Carolyn describes how she was in college when it happened, and desperate for news of him. She also calls his doctor a quack for finding that he’d suffered brain damage. Ock should really be getting Dilbert’s version.
Carolyn gleefully recounts how Ock humiliated Spider-Man in ASM 3. Then…
There’s only so many ways to draw Spider-Man, realistically, but next block in this era, we’re gonna see a cover on which Mark Buckingham blatantly swipes panel 3. Trainer goes on to tell Ock he was represented in court by Matt Murdock, who got his sentence reduced with a temporary insanity plea (Why would Matt do that? That’s stupid).
Peter tells Mary Jane about Ock’s 2nd rampage, which we saw in ASM 11 & 12, and how he blamed himself for Bennett Brant’s death after all that. The Bugle boys tell us Ock for 20 years that time, and that the great superhero minds got together and figured out how to remove Ock’s arms. No one knew he could control them from a distance, so he broke out of jail pretty quickly. Carolyn gets to ASM Annual 1 and the formation of The Sinister Six, and Ock remembers this one. Peter tells MJ even he isn’t sure how he won the day in that one, but he gave it all he had, and it worked out. Ock takes over the narrative, detailing his next appearance, which I’m gonna skip over since it’ll be in the next block (Still having to dance because of the era hopping), then Trilby takes the story back up…
Joe Bennett is now drawing the best Spider-Man of this era behind Romita, Jr. Ringo is a close third, and will certainly surpass Bennett in the future, but Bennett is really coming into his own. Then we go back to Trainer for some retconning…
Every time we cut to Ock & Carolyn, they reuse that panel of his underwater base. It’s almost funny how many times it’s in this book.
It’s very funny to me that we covered Ock’s first 4 appearances and then jumped to whenever this is immediately. Presumably around 1994. I wonder if literally any of this was actually planned back then, Stunner’s origin and all. Seems unlikely, but who knows? Well, then we jump to Kaine killing Ock, which… kinda makes it seem like his memories shouldn’t be terribly out of date at all, and he could even still know Peter’s secret. Urich tells Trilby Ock’s death had to have been an elaborate hoax, and we’re done with them. So…
Weird silent panel there.
Chameleon gets no respect.
The establishing shot of the underwater base is in this book 8 times. An establishing shot of The Daily Bugle is in 5 times. Too bad for Joe that Peter & MJ kept changing locations, he coulda saved even more time. Pretty funny, really. Well, that wasn’t the best recap of Ock’s deal. Way too much time spent on Trainer retcons. I would’ve liked any of the narrators to try to explain the whole “Aunt May inherits a nuclear plant” story, or seen them tackle Doc Ock becoming so scared of Spider-Man he froze in fear. Ah, well. Only so many pages. But there are more pages.

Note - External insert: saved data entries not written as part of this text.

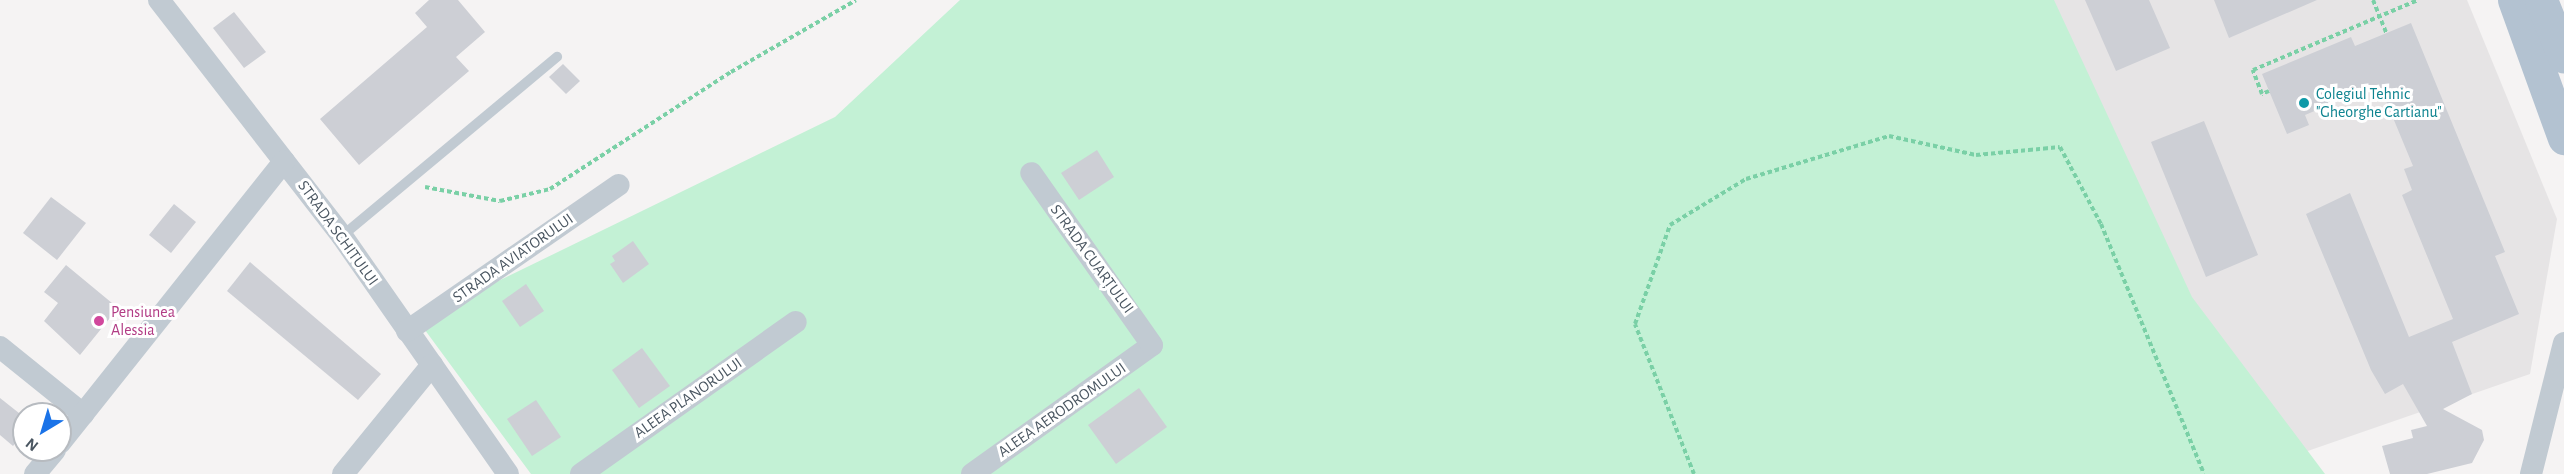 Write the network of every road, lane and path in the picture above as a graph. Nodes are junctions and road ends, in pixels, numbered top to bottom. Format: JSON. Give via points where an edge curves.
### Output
{"nodes":[{"id":1,"x":159,"y":0,"type":"edge"},
{"id":2,"x":856,"y":0,"type":"edge"},
{"id":3,"x":2373,"y":0,"type":"edge"},
{"id":4,"x":2418,"y":0,"type":"edge"},
{"id":5,"x":2514,"y":0,"type":"edge"},
{"id":6,"x":2541,"y":0,"type":"edge"},
{"id":7,"x":2379,"y":16,"type":"junction"},
{"id":8,"x":2386,"y":33,"type":"dead end"},
{"id":9,"x":557,"y":57,"type":"dead end"},
{"id":10,"x":2564,"y":57,"type":"edge"},
{"id":11,"x":2269,"y":91,"type":"dead end"},
{"id":12,"x":2564,"y":138,"type":"edge"},
{"id":13,"x":284,"y":161,"type":"junction"},
{"id":14,"x":1031,"y":173,"type":"dead end"},
{"id":15,"x":408,"y":183,"type":"junction"},
{"id":16,"x":619,"y":185,"type":"dead end"},
{"id":17,"x":342,"y":236,"type":"junction"},
{"id":18,"x":796,"y":322,"type":"dead end"},
{"id":19,"x":407,"y":331,"type":"junction"},
{"id":20,"x":2564,"y":343,"type":"edge"},
{"id":21,"x":1152,"y":345,"type":"joint"},
{"id":22,"x":0,"y":347,"type":"edge"},
{"id":23,"x":432,"y":365,"type":"junction"},
{"id":24,"x":83,"y":414,"type":"junction"},
{"id":25,"x":72,"y":428,"type":"edge"},
{"id":26,"x":45,"y":462,"type":"edge"},
{"id":27,"x":35,"y":474,"type":"edge"},
{"id":28,"x":343,"y":474,"type":"edge"},
{"id":29,"x":508,"y":474,"type":"edge"},
{"id":30,"x":580,"y":474,"type":"edge"},
{"id":31,"x":972,"y":474,"type":"edge"},
{"id":32,"x":1694,"y":474,"type":"edge"},
{"id":33,"x":2204,"y":474,"type":"edge"},
{"id":34,"x":2532,"y":474,"type":"edge"}],
"edges":[{"from":1,"to":13,"type":"street","name":"STRADA SCHITULUI"},
{"from":2,"to":15,"type":"path","via":[[731,72],[550,189],[500,201],[462,197]]},
{"from":3,"to":7,"type":"path"},
{"from":4,"to":7,"type":"path"},
{"from":5,"to":12,"type":"main road"},
{"from":6,"to":10,"type":"main road"},
{"from":7,"to":8,"type":"path"},
{"from":7,"to":11,"type":"path","via":[[2253,70],[2262,94]]},
{"from":9,"to":15,"type":"lane"},
{"from":13,"to":17,"type":"street","name":"STRADA SCHITULUI"},
{"from":13,"to":24,"type":"street"},
{"from":14,"to":21,"type":"street","name":"STRADA CUARȚULUI"},
{"from":15,"to":17,"type":"lane"},
{"from":16,"to":19,"type":"street","name":"STRADA AVIATORULUI"},
{"from":17,"to":19,"type":"street","name":"STRADA SCHITULUI"},
{"from":18,"to":30,"type":"street","name":"ALEEA PLANORULUI"},
{"from":19,"to":23,"type":"street","name":"STRADA SCHITULUI"},
{"from":20,"to":34,"type":"street"},
{"from":21,"to":31,"type":"street","name":"ALEEA AERODROMULUI"},
{"from":22,"to":24,"type":"street"},
{"from":23,"to":28,"type":"street"},
{"from":23,"to":29,"type":"street","name":"STRADA SCHITULUI"},
{"from":24,"to":25,"type":"street"},
{"from":26,"to":27,"type":"street"},
{"from":32,"to":33,"type":"path","via":[[1635,324],[1670,225],[1746,179],[1889,136],[1976,154],[2060,147],[2101,224]]}]}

Over the next 3 pages, they try to explain all the impossible stuff Ock can do. Then we got letters, and then the main creative team is randomly back for a kind of epilogue.

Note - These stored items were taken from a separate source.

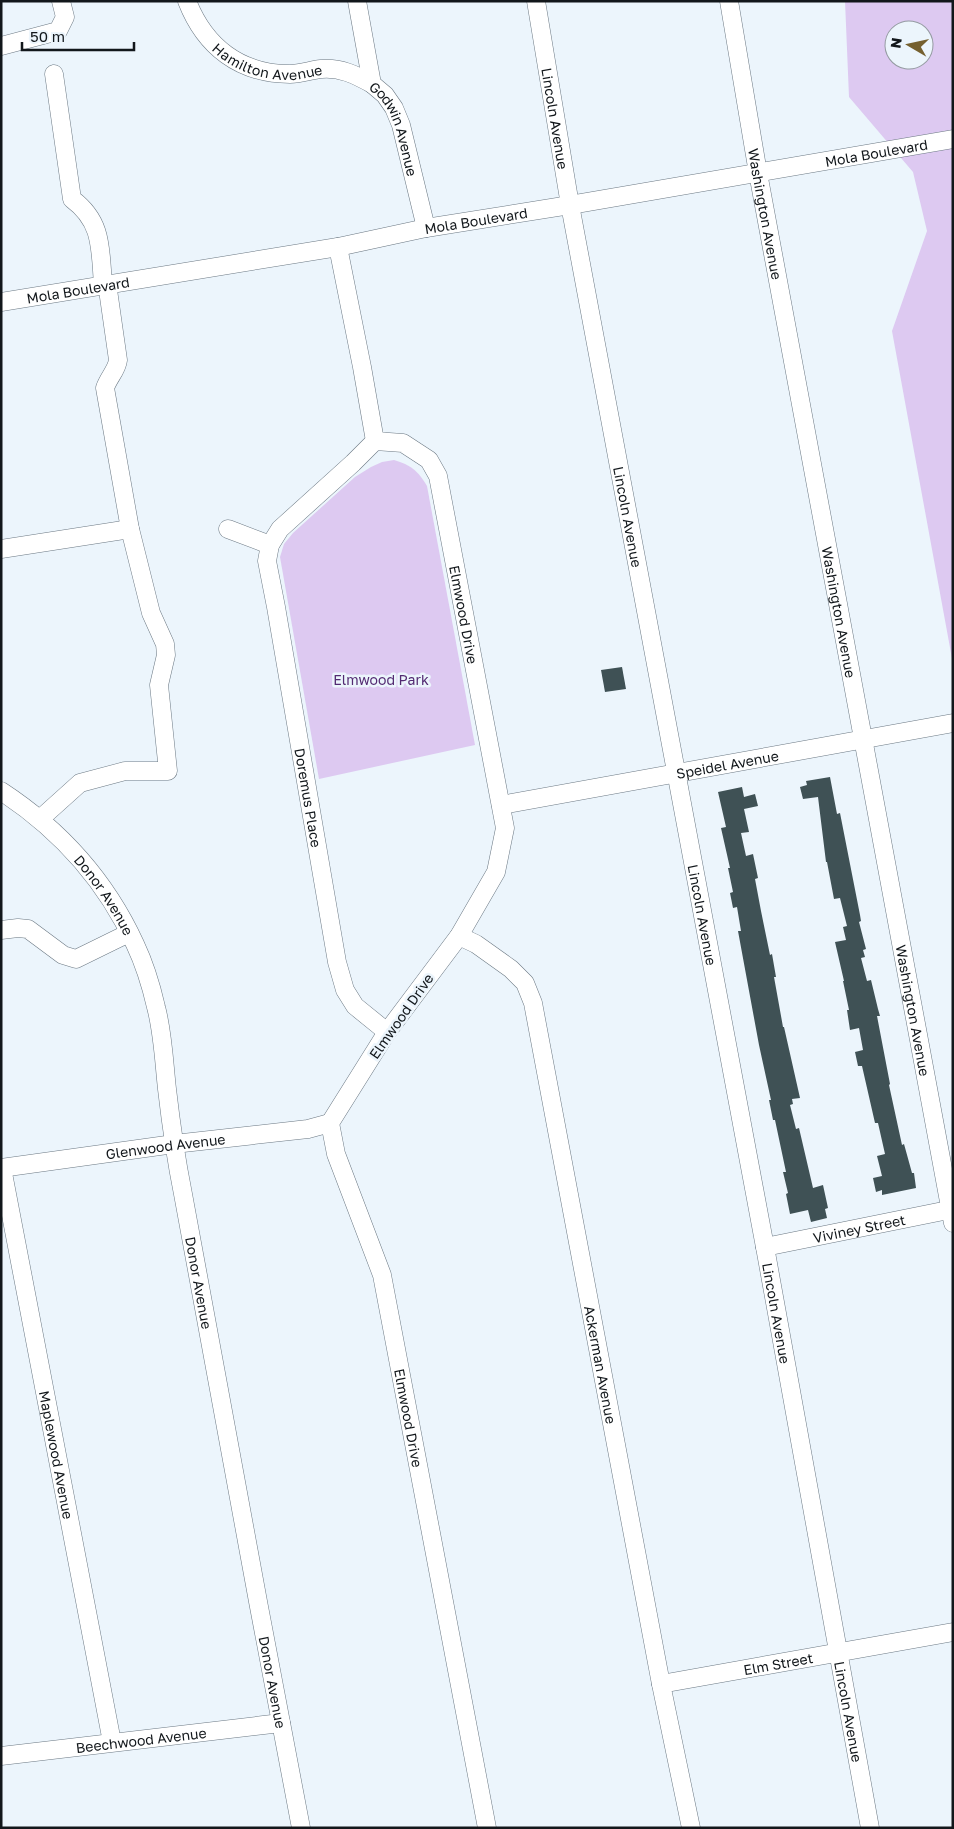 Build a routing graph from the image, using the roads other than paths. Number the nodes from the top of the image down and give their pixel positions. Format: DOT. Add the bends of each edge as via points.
graph roads {
  1 [pos="61,1"];
  2 [pos="187,1"];
  3 [pos="358,1"];
  4 [pos="536,1"];
  5 [pos="729,1"];
  6 [pos="1,46"];
  7 [pos="54,74"];
  8 [pos="372,84"];
  9 [pos="953,139"];
  10 [pos="758,173"];
  11 [pos="570,206"];
  12 [pos="426,228"];
  13 [pos="338,247"];
  14 [pos="105,284"];
  15 [pos="1,302"];
  16 [pos="375,441"];
  17 [pos="130,528"];
  18 [pos="228,529"];
  19 [pos="270,545"];
  20 [pos="1,549"];
  21 [pos="953,723"];
  22 [pos="863,739"];
  23 [pos="677,774"];
  24 [pos="1,791"];
  25 [pos="501,805"];
  26 [pos="40,820"];
  27 [pos="1,930"];
  28 [pos="129,933"];
  29 [pos="459,936"];
  30 [pos="387,1032"];
  31 [pos="330,1124"];
  32 [pos="174,1144"];
  33 [pos="1,1168"];
  34 [pos="952,1214"];
  35 [pos="765,1247"];
  36 [pos="953,1632"];
  37 [pos="837,1654"];
  38 [pos="661,1684"];
  39 [pos="281,1723"];
  40 [pos="112,1742"];
  41 [pos="1,1756"];
  42 [pos="301,1828"];
  43 [pos="487,1828"];
  44 [pos="692,1828"];
  45 [pos="870,1828"];
  1 -- 6 [label="street" via="65,17 58,31"];
  2 -- 8 [label="street, Hamilton Avenue" via="202,32 217,48 254,69 293,74 339,70"];
  3 -- 8 [label="street, Godwin Avenue"];
  4 -- 11 [label="street, Lincoln Avenue"];
  5 -- 10 [label="street, Washington Avenue"];
  7 -- 14 [label="street" via="72,199 98,231"];
  8 -- 12 [label="street, Godwin Avenue" via="385,95 401,125"];
  9 -- 10 [label="street, Mola Boulevard"];
  10 -- 11 [label="street, Mola Boulevard"];
  10 -- 22 [label="street, Washington Avenue"];
  11 -- 12 [label="street, Mola Boulevard"];
  11 -- 23 [label="street, Lincoln Avenue"];
  12 -- 13 [label="street, Mola Boulevard"];
  13 -- 14 [label="street, Mola Boulevard"];
  13 -- 16 [label="street"];
  14 -- 15 [label="street, Mola Boulevard"];
  14 -- 17 [label="street" via="118,360 105,388"];
  16 -- 19 [label="street" via="280,529"];
  16 -- 25 [label="street, Elmwood Drive" via="403,443 429,460 438,476"];
  17 -- 20 [label="street"];
  17 -- 26 [label="street" via="151,613 165,644 159,685 168,771 125,771 80,783"];
  18 -- 19 [label="street"];
  19 -- 30 [label="street, Doremus Place" via="267,561 337,962 345,990 355,1006"];
  21 -- 22 [label="street, Speidel Avenue"];
  22 -- 23 [label="street, Speidel Avenue"];
  22 -- 34 [label="street, Washington Avenue"];
  23 -- 25 [label="street, Speidel Avenue"];
  23 -- 35 [label="street, Lincoln Avenue"];
  24 -- 26 [label="street, Donor Avenue"];
  25 -- 29 [label="street, Elmwood Drive" via="505,828 496,872"];
  26 -- 28 [label="street, Donor Avenue" via="72,850 96,879"];
  27 -- 28 [label="street" via="28,929 63,955 76,959"];
  28 -- 32 [label="street, Donor Avenue" via="157,1008"];
  29 -- 30 [label="street, Elmwood Drive"];
  29 -- 38 [label="street, Ackerman Avenue" via="476,944 511,970 525,983 533,1003"];
  30 -- 31 [label="street, Elmwood Drive"];
  31 -- 32 [label="street, Glenwood Avenue"];
  31 -- 43 [label="street, Elmwood Drive" via="336,1154 382,1275"];
  32 -- 33 [label="street, Glenwood Avenue"];
  32 -- 39 [label="street, Donor Avenue"];
  33 -- 40 [label="street, Maplewood Avenue"];
  34 -- 35 [label="street, Viviney Street"];
  35 -- 37 [label="street, Lincoln Avenue"];
  36 -- 37 [label="street, Elm Street"];
  37 -- 38 [label="street, Elm Street"];
  37 -- 45 [label="street, Lincoln Avenue"];
  38 -- 44 [label="street, Ackerman Avenue"];
  39 -- 40 [label="street, Beechwood Avenue"];
  39 -- 42 [label="street, Donor Avenue"];
  40 -- 41 [label="street, Beechwood Avenue"];
}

This whole business is mad uncomfortable. I mean, on the one hand, it’s sort of being sympathetic to a woman who doesn’t conform to social beauty standards, which is rare and nice, but then it frames her story as “her life sucked because she was fat, but then we jammed her into a dumb machine that let her pretend to be someone’s super specific fetish, and that was the only time she was happy and/or I really loved her.” Gross!